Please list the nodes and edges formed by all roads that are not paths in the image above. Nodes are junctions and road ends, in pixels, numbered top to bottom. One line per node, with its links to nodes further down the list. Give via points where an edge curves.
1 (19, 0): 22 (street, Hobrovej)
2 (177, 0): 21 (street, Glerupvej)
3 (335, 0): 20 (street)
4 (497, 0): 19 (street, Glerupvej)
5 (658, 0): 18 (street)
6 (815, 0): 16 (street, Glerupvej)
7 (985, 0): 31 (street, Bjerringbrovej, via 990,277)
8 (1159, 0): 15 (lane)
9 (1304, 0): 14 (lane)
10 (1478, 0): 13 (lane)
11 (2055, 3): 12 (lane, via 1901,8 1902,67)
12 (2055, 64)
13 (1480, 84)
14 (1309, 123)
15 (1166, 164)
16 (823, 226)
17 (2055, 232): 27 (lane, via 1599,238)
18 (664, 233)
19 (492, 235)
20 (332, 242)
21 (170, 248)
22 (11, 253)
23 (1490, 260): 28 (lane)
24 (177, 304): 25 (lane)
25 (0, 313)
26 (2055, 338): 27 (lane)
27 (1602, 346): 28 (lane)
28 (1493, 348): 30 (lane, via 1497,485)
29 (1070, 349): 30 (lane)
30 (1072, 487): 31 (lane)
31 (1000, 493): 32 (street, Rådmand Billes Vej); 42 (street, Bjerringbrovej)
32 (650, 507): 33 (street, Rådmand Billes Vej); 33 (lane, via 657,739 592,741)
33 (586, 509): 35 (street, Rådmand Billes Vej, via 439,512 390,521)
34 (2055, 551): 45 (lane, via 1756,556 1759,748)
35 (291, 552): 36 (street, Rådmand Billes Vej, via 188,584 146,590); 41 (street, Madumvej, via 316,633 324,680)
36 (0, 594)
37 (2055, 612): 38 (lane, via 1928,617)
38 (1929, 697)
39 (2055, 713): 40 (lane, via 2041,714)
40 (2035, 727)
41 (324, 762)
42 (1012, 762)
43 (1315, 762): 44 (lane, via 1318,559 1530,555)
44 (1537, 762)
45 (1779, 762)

__________________________________________________

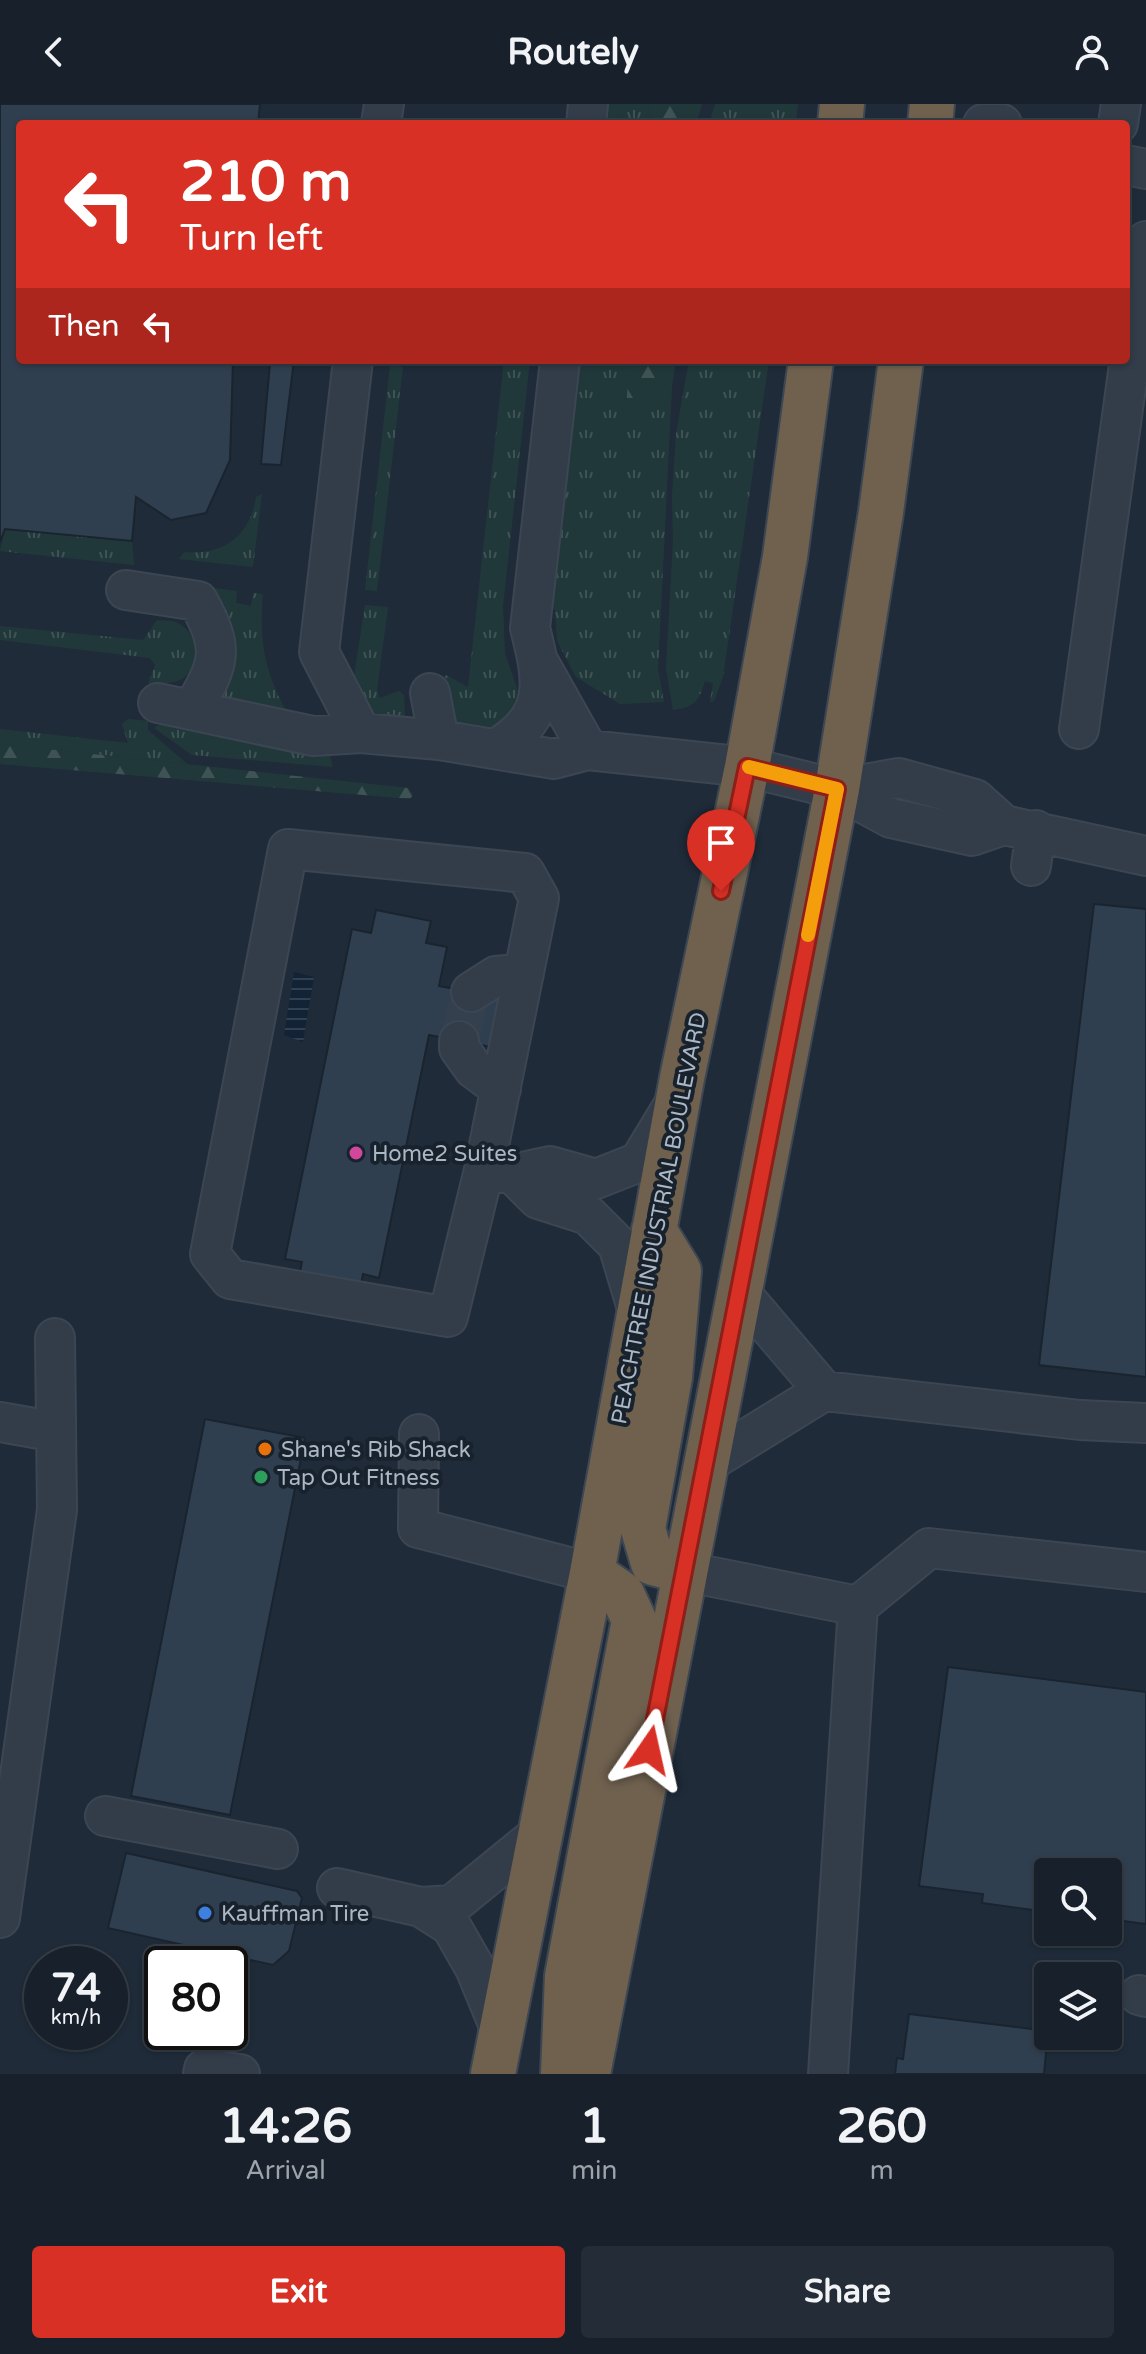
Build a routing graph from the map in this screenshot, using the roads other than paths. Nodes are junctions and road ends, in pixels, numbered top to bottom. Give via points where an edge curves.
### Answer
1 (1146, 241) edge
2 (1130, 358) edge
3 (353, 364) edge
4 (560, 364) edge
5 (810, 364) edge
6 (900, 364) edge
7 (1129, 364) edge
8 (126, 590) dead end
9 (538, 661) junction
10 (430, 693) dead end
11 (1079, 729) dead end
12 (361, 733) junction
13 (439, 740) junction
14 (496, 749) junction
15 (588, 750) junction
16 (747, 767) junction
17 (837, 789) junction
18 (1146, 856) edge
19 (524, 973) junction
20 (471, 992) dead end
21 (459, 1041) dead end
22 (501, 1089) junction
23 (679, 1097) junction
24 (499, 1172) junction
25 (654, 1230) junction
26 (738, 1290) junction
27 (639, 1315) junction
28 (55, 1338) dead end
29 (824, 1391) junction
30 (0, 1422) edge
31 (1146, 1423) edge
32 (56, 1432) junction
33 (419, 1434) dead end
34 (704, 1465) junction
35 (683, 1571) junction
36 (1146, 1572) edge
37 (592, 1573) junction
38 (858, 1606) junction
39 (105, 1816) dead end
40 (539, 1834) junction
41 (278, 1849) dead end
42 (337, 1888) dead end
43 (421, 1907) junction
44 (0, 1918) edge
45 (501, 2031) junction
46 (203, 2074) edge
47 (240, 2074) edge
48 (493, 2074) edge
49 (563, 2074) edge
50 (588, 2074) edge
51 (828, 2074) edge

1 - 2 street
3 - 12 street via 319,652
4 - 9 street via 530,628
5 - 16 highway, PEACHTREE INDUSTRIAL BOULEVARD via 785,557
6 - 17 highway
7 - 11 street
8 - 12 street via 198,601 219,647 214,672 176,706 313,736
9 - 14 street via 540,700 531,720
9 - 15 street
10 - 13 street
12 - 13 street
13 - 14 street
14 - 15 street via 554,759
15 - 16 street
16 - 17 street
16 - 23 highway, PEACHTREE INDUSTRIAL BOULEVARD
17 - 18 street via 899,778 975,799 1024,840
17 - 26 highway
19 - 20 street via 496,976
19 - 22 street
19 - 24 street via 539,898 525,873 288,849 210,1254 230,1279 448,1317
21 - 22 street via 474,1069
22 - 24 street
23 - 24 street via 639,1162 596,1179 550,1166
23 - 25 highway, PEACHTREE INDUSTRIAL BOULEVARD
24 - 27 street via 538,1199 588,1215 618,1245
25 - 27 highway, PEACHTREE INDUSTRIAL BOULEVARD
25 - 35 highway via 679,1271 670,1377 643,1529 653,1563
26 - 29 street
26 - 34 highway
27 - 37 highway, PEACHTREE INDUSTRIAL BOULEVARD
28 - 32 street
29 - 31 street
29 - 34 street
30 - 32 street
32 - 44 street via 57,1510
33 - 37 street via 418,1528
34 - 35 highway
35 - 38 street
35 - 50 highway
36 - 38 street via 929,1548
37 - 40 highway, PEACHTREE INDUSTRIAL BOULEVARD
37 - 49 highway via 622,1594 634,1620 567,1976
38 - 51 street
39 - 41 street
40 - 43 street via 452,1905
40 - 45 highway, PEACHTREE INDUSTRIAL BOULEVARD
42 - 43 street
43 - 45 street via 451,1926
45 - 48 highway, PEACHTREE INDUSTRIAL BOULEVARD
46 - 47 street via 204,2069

__________________________________________________

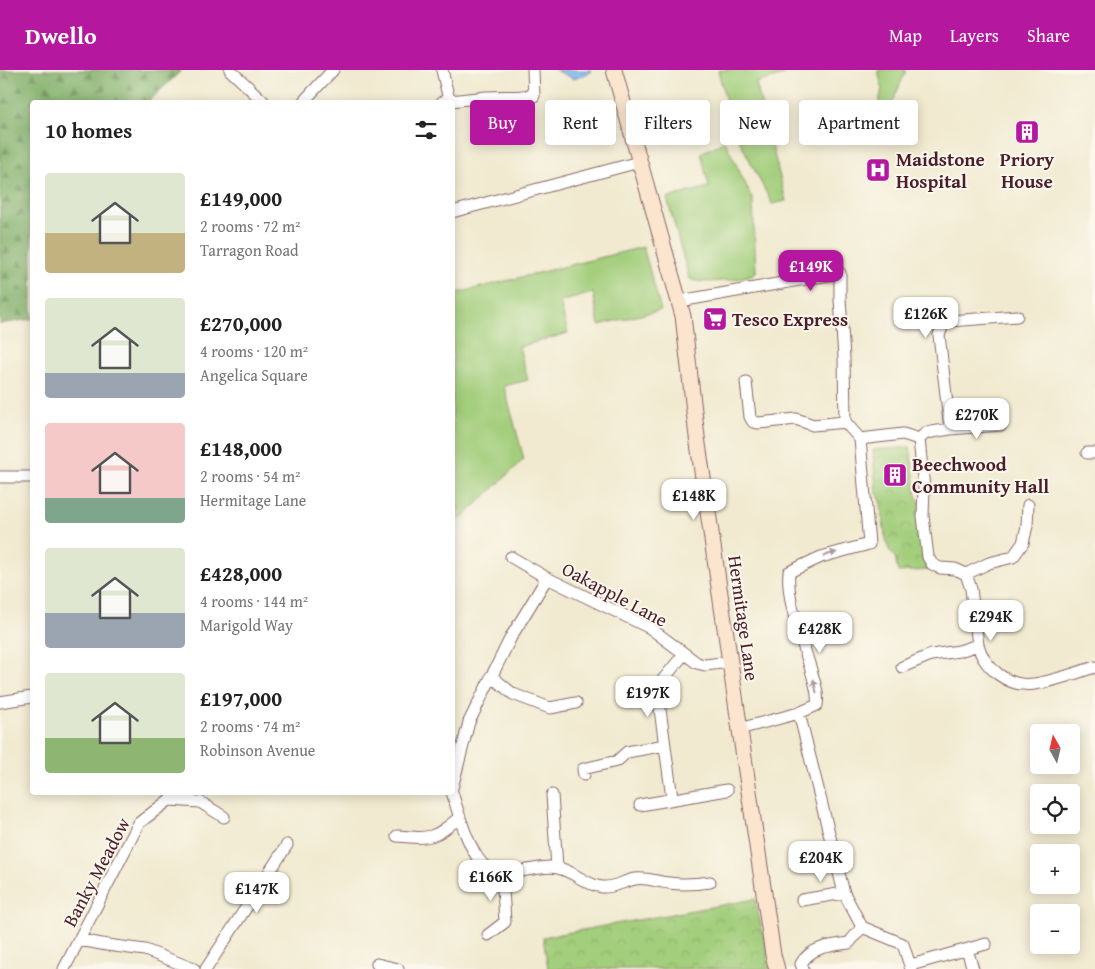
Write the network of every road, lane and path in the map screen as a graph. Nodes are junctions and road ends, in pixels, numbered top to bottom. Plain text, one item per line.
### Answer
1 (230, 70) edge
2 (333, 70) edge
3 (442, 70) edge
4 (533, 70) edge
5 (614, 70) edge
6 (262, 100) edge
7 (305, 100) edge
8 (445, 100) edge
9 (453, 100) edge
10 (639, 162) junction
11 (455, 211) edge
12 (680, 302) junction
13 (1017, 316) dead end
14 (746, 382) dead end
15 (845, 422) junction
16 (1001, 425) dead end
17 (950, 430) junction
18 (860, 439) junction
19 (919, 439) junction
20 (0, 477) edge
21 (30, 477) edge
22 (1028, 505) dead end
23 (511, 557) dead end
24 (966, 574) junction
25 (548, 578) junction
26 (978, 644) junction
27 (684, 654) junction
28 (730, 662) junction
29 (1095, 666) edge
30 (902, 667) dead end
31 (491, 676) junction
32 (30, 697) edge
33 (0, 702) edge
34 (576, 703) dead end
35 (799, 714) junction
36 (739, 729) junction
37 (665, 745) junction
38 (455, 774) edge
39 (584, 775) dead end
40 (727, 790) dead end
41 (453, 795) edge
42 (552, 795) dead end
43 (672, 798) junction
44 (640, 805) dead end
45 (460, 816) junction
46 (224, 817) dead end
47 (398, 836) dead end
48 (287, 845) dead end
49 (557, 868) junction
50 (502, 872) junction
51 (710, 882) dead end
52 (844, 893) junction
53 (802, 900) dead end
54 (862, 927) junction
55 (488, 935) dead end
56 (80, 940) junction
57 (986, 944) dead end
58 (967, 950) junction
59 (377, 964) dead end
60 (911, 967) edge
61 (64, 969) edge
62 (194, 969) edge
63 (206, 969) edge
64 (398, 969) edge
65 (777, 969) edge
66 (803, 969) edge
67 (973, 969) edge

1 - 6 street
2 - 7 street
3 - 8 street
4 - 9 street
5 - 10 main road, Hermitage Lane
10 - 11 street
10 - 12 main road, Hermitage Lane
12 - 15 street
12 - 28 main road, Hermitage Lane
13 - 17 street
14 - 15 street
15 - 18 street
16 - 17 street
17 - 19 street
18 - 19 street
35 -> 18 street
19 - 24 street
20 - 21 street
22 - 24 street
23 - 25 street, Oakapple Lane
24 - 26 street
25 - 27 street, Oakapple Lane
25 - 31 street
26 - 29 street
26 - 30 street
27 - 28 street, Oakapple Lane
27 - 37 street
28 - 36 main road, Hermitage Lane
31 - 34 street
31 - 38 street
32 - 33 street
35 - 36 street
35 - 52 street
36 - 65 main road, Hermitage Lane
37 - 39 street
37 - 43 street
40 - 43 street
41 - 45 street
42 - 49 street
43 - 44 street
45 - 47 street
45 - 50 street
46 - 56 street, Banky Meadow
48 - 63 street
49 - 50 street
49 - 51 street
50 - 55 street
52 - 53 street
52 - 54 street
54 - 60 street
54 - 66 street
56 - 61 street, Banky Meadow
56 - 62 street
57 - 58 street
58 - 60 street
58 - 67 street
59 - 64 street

__________________________________________________

## WORK ITEM:
Copy out each line of the listing that holds the string "numbered".

## SOLVED EXERCISE:
Please list the nodes and edges formed by all roads that are not paths in the image above. Nodes are junctions and road ends, in pixels, numbered top to bottom. One line per node, with its links to nodes further down the list. Give via points where an edge curves.
Build a routing graph from the map in this screenshot, using the roads other than paths. Nodes are junctions and road ends, in pixels, numbered top to bottom. Give via points where an edge curves.
Write the network of every road, lane and path in the map screen as a graph. Nodes are junctions and road ends, in pixels, numbered top to bottom. Plain text, one item per line.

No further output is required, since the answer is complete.